The borrow picture is where the contradictions stack up. Cost to borrow remains punishing at nearly 138% annualised — the highest level in the past six weeks, and roughly double where it traded in mid-June when it briefly touched 28%. Yet availability has loosened sharply: at 298% of short interest, there are now nearly three shares available for every two already borrowed, up from 141% at the 52-week tightest point in mid-June. That combination — elevated cost but expanding supply — suggests the borrow market is pricing in historical volatility risk rather than an active squeeze dynamic. Short shares on loan have climbed about 20% over the past week to roughly 531,000, a trend that has been building since late June when shares outstanding on loan were closer to 330,000. But without a float figure to anchor against, it is difficult to read how crowded the short side truly is; the ORTEX short score of 53.6, down slightly from 56 earlier in the week, points to moderate rather than extreme positioning.
Options traders are not particularly worried about the downside from here. The put/call ratio has drifted up to 0.19 but remains well below its 52-week high of 0.29, and the bias across recent sessions has been decisively toward calls. That is a notable contrast with a stock that has lost more than half its value in a month — it implies whatever buyers remain are leaning toward recovery bets rather than hedging for further declines.
The ownership structure reveals why the stock behaves so differently from conventional names. Stellantis and Mercedes-Benz each hold just over 8% of shares, both positions appearing as new as of June 30 — a reminder that Factorial Energy's investor base is anchored in strategic automotive partners rather than active fund managers. The CGC III Sponsor entity has been buying consistently since late March, accumulating over $27m net across multiple tranches at prices around $10. Those purchases were made at prices well above the current $6.08 close, meaning the sponsor is now sitting on meaningful mark-to-market losses — a factor worth tracking as a potential future overhang or, alternatively, as a signal of continued conviction.

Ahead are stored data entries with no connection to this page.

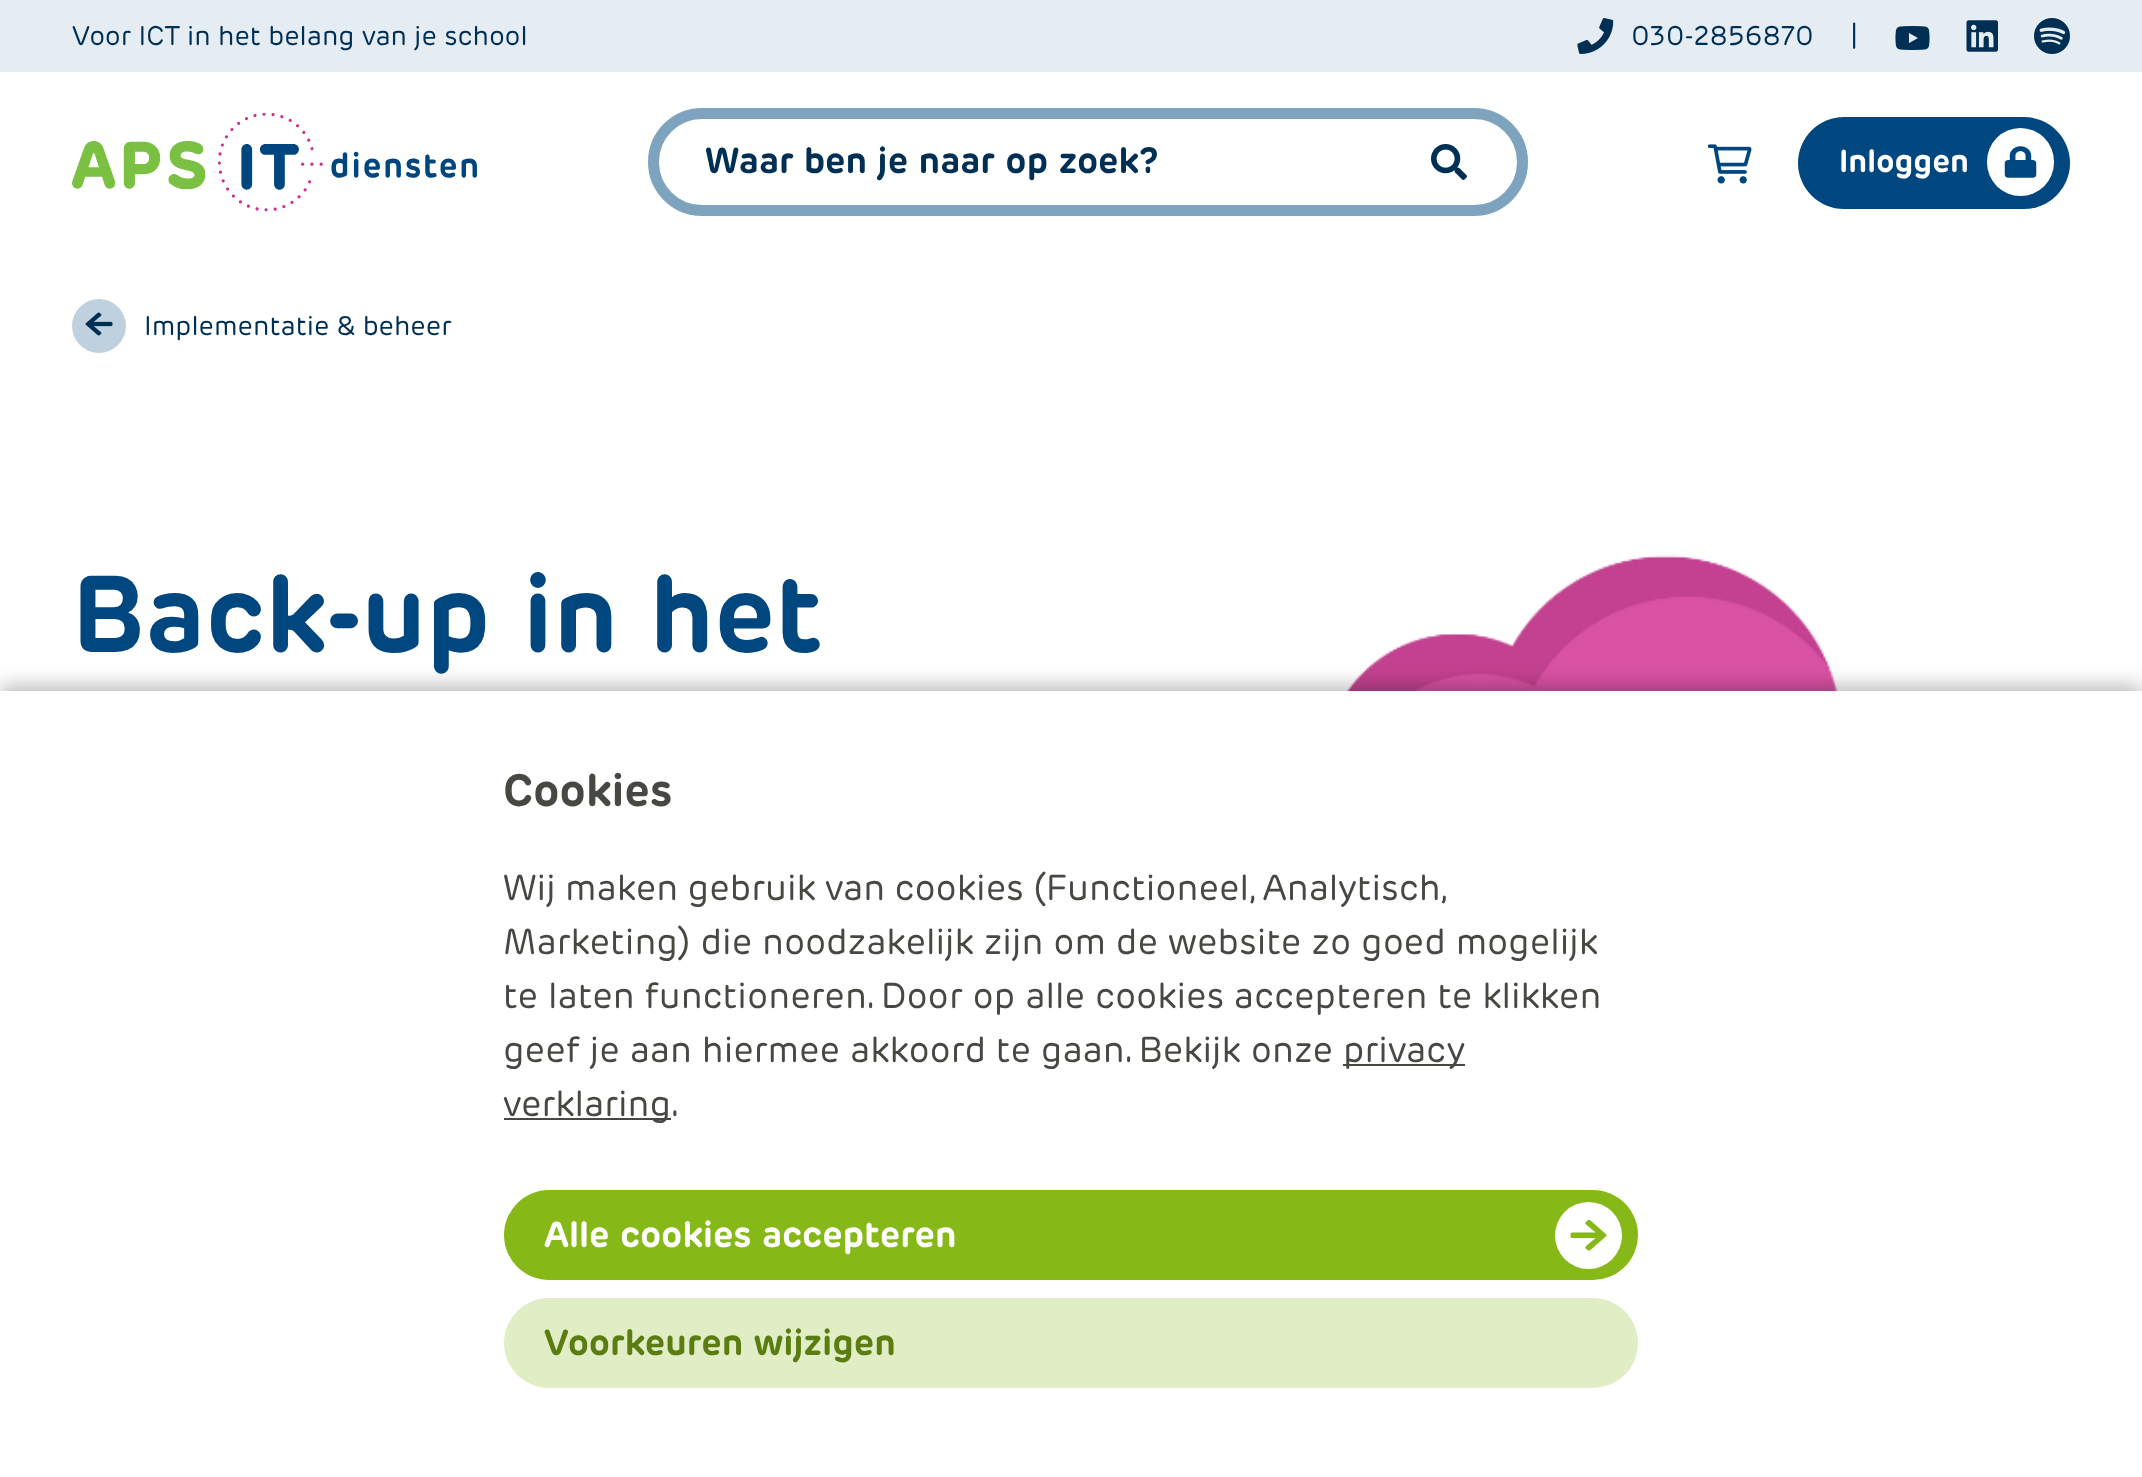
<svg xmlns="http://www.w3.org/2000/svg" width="2142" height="1477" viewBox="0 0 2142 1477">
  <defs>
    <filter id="blur1" x="-50%" y="-200%" width="200%" height="500%"><feGaussianBlur stdDeviation="10"/></filter>
  </defs>
  <rect width="100%" height="100%" fill="#ffffff"/>
  <rect x="0" y="0" width="2142" height="72" fill="#e5edf3"/>
  <text x="72" y="45" font-family="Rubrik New" font-size="27" fill="#002f54">Voor ICT in het belang van je school</text>
  <image x="1577" y="18" width="37" height="36" href="img1.png"/>
  <text x="1631" y="45" font-family="Rubrik New" font-size="27" fill="#002f54">030-2856870</text>
  <text x="1850" y="45" font-family="Rubrik New" font-size="27" fill="#002f54">|</text>
  <image x="1895" y="26" width="35" height="24" href="img2.png"/>
  <image x="1966" y="20" width="32" height="32" href="img3.png"/>
  <image x="2034" y="18" width="36" height="36" href="img4.png"/>
  <image x="72" y="113" width="405" height="99" href="img5.png"/>
  <rect x="653.5" y="113.5" width="869" height="97" rx="48.5" fill="none" stroke="#7ea3be" stroke-width="11"/>
  <text x="705" y="173" font-family="Rubrik New" font-size="36" font-weight="bold" fill="#002f54">Waar ben je naar op zoek?</text>
  <image x="1431" y="144" width="36" height="36" href="img6.png"/>
  <image x="1707" y="144" width="45" height="40" href="img7.png"/>
  <rect x="1798" y="117" width="272" height="92" rx="46" fill="#00477f"/>
  <text x="1839" y="172" font-family="Rubrik New" font-size="31.5" font-weight="bold" fill="#ffffff">Inloggen</text>
  <rect x="1987" y="128" width="67" height="68" rx="33.5" fill="#ffffff"/>
  <image x="2004" y="146" width="33" height="32" href="img8.png"/>
  <circle cx="99" cy="326" r="27" fill="#bfd1df"/>
  <image x="85" y="312" width="28" height="24" href="img9.png"/>
  <text x="144" y="335" font-family="Rubrik New" font-size="27" fill="#002f54">Implementatie &amp; beheer</text>
  <text x="72" y="652" font-family="Rubrik New" font-size="108" font-weight="bold" fill="#00477f">Back-up in het</text>
  <image x="1346" y="555" width="492" height="136" href="img10.png"/>
  <rect x="0" y="686" width="2142" height="788" fill="#000000" fill-opacity="0.28" filter="url(#blur1)"/>
  <rect x="0" y="691" width="2142" height="786" fill="#ffffff"/>
  <text x="503" y="806" font-family="Rubrik New" font-size="45" font-weight="bold" fill="#454942">Cookies</text>
  <text x="503" y="900" word-spacing="-0.5" font-family="Rubrik New" font-size="36" fill="#454942">Wij maken gebruik van cookies (Functioneel, Analytisch,</text>
  <text x="503" y="954" font-family="Rubrik New" font-size="36" fill="#454942">Marketing) die noodzakelijk zijn om de website zo goed mogelijk</text>
  <text x="503" y="1008" font-family="Rubrik New" font-size="36" fill="#454942">te laten functioneren. Door op alle cookies accepteren te klikken</text>
  <text x="503" y="1062" font-family="Rubrik New" font-size="36" fill="#454942">geef je aan hiermee akkoord te gaan. Bekijk onze</text>
  <rect x="1343" y="1064" width="122" height="2" fill="#454942"/>
  <text x="1343" y="1062" font-family="Rubrik New" font-size="36" fill="#454942">privacy</text>
  <rect x="504" y="1118" width="167" height="2" fill="#454942"/>
  <text x="503" y="1116" font-family="Rubrik New" font-size="36" fill="#454942">verklaring.</text>
  <rect x="504" y="1190" width="1134" height="90" rx="45" fill="#86b918"/>
  <text x="544" y="1247" font-family="Rubrik New" font-size="36" font-weight="bold" fill="#ffffff">Alle cookies accepteren</text>
  <circle cx="1588.5" cy="1235.5" r="33.5" fill="#ffffff"/>
  <image x="1570" y="1220" width="37" height="31" href="img11.png"/>
  <rect x="504" y="1298" width="1134" height="90" rx="45" fill="#e1edc5"/>
  <text x="544" y="1355" font-family="Rubrik New" font-size="36" font-weight="bold" fill="#5a7c10">Voorkeuren wijzigen</text>
</svg>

The next scheduled earnings event is August 13. The June 10 print produced a one-day jump of nearly 8%, followed by a five-day reversal of almost 9% — a pattern that suggests sharp initial reactions tend to fade quickly. With the stock already deeply discounted from its recent range, the August print will be less about quarterly numbers and more about whether management can offer any update on commercialisation timelines or partnership progress that gives the strategic shareholders reason to maintain their positions.